Some of tonight was spent watching the film Jesus Camp, a film many people are aware of. I remember when it came out, when it seemed to blow up the little corner of the blogosphere that I'm marginally a part of.
I'm certainly not afraid of a film, but I am somewhat worried about the mentality of the sort of people portrayed in the film. I'm not surprised that people are like that, and I come from a not too dissimilar background, so I'm well aware of the indoctrination that happens to kids born into such religiously zealous backgrounds.
I'm nearly ready to call what I saw in the film brainwashing. I'll admit to raising my own kids in a way that mirrors my beliefs, and to some extent that's what is portrayed in the movie, but then it must be admitted that these people take it to a whole other level.
Big Brother didn't watch the whole movie with me. He and The Boy were too busy playing with some new toys they bought today with their own money. But they were both in the room playing, and he did see some amount of the movie. He was aware of some of it and watched some of it with me.
I want my kids to know they can ask questions when they have questions. They don't as much as I'd like, but when they do I want to be honest. This movie and the few question Big Brother did have because of it opened up some interesting conversation, but more than that it made me think.
I was able, because of this movie, to discuss with him the dangers of taking too seriously everything you hear. I was able to discuss the need to approach things objectively, to at least try to view all sides of a discussion.

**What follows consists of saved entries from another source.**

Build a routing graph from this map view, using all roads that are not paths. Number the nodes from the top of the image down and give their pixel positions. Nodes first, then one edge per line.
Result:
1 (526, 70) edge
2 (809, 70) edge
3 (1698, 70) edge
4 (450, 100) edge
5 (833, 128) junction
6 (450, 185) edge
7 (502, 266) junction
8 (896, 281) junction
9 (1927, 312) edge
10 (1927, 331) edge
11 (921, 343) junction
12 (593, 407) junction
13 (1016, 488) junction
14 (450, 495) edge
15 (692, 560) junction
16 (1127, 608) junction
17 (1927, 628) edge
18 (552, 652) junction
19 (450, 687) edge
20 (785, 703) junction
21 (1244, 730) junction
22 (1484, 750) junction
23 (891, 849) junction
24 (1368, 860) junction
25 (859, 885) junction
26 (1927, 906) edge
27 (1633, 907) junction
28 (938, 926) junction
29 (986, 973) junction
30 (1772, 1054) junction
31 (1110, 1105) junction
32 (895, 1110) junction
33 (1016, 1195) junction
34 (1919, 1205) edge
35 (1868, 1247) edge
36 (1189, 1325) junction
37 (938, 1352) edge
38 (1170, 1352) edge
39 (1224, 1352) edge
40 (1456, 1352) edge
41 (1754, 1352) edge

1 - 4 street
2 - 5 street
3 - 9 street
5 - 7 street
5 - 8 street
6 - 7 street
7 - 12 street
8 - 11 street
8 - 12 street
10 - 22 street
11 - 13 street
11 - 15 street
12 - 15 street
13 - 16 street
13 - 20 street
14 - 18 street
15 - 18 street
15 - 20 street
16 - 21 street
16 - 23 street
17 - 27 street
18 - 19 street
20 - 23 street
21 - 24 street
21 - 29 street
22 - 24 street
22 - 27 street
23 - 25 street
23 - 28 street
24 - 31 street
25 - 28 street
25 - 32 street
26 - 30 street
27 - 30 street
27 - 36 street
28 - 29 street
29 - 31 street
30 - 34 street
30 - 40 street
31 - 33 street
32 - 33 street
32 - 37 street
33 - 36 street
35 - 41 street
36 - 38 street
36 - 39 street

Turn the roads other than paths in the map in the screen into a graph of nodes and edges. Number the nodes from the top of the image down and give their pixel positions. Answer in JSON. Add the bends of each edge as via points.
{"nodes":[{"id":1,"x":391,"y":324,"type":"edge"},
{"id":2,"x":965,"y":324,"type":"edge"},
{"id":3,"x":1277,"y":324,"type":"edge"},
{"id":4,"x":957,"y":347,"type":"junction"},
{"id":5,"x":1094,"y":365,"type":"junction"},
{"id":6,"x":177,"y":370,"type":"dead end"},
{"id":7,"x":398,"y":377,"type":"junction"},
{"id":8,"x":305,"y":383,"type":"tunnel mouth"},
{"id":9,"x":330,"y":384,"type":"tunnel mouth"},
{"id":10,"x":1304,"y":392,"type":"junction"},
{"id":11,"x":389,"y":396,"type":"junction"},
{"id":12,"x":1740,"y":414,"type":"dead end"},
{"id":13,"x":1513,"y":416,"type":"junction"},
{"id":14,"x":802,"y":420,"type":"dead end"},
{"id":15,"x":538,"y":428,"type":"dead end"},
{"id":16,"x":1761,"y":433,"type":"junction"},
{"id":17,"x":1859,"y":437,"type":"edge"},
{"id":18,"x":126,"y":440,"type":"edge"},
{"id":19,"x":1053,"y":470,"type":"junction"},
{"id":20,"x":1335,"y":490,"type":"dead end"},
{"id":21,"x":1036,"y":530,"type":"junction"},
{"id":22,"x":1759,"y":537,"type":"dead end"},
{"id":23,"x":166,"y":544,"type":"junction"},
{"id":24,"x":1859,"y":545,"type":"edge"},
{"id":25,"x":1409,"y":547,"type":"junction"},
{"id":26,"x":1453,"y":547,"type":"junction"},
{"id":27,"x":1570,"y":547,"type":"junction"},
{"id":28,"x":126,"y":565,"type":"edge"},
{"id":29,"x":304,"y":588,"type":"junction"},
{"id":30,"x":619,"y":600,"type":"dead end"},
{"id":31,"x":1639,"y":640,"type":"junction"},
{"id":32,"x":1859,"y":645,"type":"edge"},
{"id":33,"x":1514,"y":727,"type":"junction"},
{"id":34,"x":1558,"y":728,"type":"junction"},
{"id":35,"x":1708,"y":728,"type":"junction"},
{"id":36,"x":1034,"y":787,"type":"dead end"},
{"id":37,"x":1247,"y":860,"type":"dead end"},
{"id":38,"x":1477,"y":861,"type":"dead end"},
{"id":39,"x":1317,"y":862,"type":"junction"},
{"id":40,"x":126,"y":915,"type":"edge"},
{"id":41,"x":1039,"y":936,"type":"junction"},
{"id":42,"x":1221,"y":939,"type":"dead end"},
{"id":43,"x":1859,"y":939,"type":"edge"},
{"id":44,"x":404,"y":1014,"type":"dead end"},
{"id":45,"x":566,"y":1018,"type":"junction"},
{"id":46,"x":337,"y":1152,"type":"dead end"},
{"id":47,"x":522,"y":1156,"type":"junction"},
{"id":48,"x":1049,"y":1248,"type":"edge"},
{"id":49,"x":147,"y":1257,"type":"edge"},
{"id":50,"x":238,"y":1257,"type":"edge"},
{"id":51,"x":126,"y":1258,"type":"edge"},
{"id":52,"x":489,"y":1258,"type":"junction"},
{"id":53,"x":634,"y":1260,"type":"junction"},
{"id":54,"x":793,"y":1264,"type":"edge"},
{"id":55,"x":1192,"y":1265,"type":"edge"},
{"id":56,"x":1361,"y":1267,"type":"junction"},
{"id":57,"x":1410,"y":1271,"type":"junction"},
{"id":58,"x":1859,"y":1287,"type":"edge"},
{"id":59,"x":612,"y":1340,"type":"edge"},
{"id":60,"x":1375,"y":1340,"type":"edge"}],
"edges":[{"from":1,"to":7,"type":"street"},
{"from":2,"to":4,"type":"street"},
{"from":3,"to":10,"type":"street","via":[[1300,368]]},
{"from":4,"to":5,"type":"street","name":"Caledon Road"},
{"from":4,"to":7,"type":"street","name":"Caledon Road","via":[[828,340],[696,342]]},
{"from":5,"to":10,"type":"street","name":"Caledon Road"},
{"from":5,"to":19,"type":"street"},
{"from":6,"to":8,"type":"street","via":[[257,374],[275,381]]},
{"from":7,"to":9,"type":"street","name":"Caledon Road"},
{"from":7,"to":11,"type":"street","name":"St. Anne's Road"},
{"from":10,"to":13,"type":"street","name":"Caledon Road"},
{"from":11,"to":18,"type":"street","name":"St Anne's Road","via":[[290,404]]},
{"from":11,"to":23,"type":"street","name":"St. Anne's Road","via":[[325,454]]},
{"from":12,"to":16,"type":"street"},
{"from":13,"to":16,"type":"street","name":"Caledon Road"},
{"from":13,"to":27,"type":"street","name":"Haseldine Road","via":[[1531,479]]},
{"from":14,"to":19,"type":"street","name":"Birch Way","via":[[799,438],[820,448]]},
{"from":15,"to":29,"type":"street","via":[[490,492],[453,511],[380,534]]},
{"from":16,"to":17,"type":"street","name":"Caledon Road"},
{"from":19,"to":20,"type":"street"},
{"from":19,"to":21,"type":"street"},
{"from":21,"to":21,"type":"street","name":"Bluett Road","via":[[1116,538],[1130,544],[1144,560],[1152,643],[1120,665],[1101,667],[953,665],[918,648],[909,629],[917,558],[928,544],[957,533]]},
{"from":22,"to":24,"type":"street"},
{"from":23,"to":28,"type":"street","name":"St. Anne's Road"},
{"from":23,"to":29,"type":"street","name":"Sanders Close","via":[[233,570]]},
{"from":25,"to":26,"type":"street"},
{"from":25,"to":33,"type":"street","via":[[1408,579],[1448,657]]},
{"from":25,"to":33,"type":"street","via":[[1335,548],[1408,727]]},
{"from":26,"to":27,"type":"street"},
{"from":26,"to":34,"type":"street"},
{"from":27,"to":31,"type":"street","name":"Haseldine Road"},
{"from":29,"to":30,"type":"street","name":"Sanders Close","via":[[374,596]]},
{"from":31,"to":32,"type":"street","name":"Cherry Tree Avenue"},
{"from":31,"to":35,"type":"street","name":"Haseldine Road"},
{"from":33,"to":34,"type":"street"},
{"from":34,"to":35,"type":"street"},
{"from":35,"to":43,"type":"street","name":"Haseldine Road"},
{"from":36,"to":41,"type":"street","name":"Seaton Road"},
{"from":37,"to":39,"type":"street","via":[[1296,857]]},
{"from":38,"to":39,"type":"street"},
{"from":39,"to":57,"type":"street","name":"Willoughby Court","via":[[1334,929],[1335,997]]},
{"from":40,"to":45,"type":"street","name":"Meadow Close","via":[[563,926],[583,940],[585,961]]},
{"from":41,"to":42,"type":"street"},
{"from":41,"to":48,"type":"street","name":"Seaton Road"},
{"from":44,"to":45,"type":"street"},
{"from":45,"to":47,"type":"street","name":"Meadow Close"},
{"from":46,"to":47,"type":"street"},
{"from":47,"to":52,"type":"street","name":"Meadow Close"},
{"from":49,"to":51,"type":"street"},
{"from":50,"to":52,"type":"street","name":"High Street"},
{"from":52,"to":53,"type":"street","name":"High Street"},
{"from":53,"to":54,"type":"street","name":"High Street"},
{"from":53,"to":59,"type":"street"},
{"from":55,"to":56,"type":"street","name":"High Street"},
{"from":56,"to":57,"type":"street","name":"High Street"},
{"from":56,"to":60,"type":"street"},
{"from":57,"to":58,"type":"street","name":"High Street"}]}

I was able to discuss the fact that repitition, music, chanting, etc. can put people in a state of mind that is almost trancelike, that it opens people up to suggestion. I even got to discuss abortion and my views.
I want to think that my most important point throughout the discussion was the point of having an objective approach. I want him to understand that my views are my own, that other people are welcome and within their rights to hold differing views. Most important is getting information that will allow him to make an intelligent decision about what he believes.
More than anything what I personally took away from all this is my own need to interact more with my children. It's so easy to just let them go about their business, to give them quick answers to their questions, to allow myself to become so absorbed in my own things that we don't live together and communicate together so much as exist within the same realm.
And as for the kids in the movie, I really felt sorry for them. They are taught a certain dogma, they are taught the "right" answers. They weren't taught to look at things from any sort of distance, to judge things on merits that aren't completely tied up in their faith based world view. I worry for the ones that are fed this singular view, the ones who know better, who look into themselves and see that it isn't right or isn't right for them.
And finally I'll share one bit that stood out to me. The kids at the end passing out religious pamphlets approached the black family to ask that age old question, "If you were to die where would you spend eternity." They got the answer of heaven, but as the kids turned away one of them mentioned to the others her belief that they were probably muslims. It's much more likely that the people were christian somewhere within the typically accepted protestantism of the U.S., but I assume based on their skin color, the kids made the leap to muslim. Just wow!